▸ Activity: All of the data should be given again word for word, though the images are to be left out.

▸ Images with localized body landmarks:
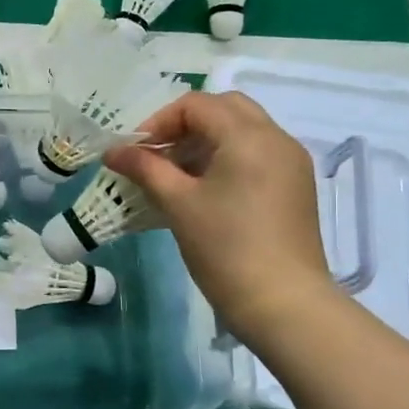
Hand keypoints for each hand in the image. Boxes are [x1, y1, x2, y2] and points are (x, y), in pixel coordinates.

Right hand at [105, 91, 336, 348]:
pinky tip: (205, 192)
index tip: (136, 153)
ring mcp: (291, 163)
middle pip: (225, 109)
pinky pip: (257, 154)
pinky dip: (227, 158)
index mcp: (249, 136)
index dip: (159, 121)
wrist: (284, 304)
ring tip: (177, 176)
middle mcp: (276, 139)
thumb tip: (112, 151)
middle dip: (186, 125)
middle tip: (159, 155)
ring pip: (243, 131)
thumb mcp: (178, 204)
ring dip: (206, 142)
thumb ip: (145, 169)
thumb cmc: (226, 249)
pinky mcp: (295, 187)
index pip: (197, 105)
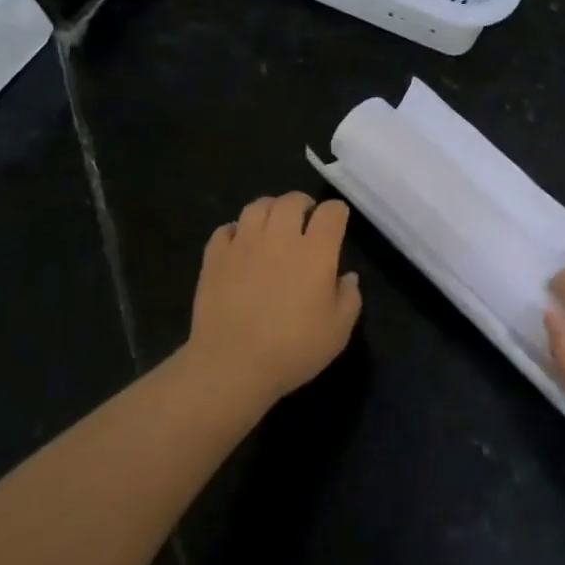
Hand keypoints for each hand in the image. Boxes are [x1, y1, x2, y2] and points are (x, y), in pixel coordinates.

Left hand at [186, 193, 361, 407]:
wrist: (232, 364)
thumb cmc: (293, 350)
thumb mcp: (338, 331)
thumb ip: (349, 298)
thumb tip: (347, 276)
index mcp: (315, 252)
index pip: (331, 212)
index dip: (337, 212)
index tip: (338, 221)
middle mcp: (280, 238)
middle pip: (292, 200)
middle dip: (303, 204)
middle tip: (305, 219)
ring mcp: (244, 244)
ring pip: (257, 206)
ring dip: (270, 209)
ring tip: (273, 224)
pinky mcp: (215, 256)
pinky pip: (226, 229)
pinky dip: (236, 230)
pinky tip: (241, 244)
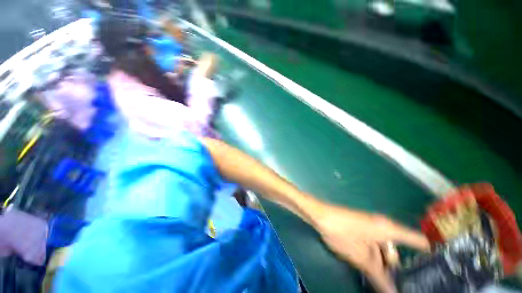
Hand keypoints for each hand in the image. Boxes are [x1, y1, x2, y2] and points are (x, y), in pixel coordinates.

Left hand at [313, 204, 429, 292]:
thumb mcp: (362, 257)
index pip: (418, 241)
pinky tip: (372, 271)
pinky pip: (374, 245)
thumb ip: (379, 276)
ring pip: (384, 249)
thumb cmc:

▸ Task response:
Hand keypoints for each hand in the image. Boxes are [x1, y1, x2, y2] and points are (x, y), in pixel coordinates.

Right hand at [105, 91, 336, 348]:
pinky tip: (205, 192)
index tip: (136, 153)
ring mcp: (291, 163)
middle pip: (225, 109)
pinky pip: (257, 154)
pinky dip: (227, 158)
index mcp: (249, 136)
index dip: (159, 121)
wrist: (284, 304)
ring tip: (177, 176)
middle mcp: (276, 139)
thumb tip: (112, 151)
middle dip: (186, 125)
middle tip: (159, 155)
ring pip: (243, 131)
thumb mcp: (178, 204)
ring dip: (206, 142)
thumb ip: (145, 169)
thumb cmc: (226, 249)
pinky mcp: (295, 187)
index pip: (197, 105)
Hand keypoints for each hand in the image. Boxes are [x1, y1, x2, y2] and points are (x, y), in pixel coordinates.

Left hand at [186, 193, 361, 407]:
wrist: (232, 364)
thumb cmc: (293, 350)
thumb mcp: (338, 331)
thumb ip: (349, 298)
thumb tip: (347, 276)
index mcp: (315, 252)
index pip: (331, 212)
index dip: (337, 212)
index tip: (338, 221)
middle mcp: (280, 238)
middle pip: (292, 200)
middle dip: (303, 204)
middle tip: (305, 219)
ring mcp: (244, 244)
ring pip: (257, 206)
ring dip: (270, 209)
ring tip: (273, 224)
pinky mcp: (215, 256)
pinky pip: (226, 229)
pinky dip: (236, 230)
pinky tip: (241, 244)
Hand keypoints for each hand in the image. Boxes are [x1, y1, x2, y2] and points are (x, y), in pixel coordinates.

Left hand at [313, 204, 429, 292]:
thumb mcp: (362, 257)
index pip: (418, 241)
pinky tip: (372, 271)
pinky pip: (374, 245)
thumb ip: (379, 276)
ring pip: (384, 249)
thumb cmc:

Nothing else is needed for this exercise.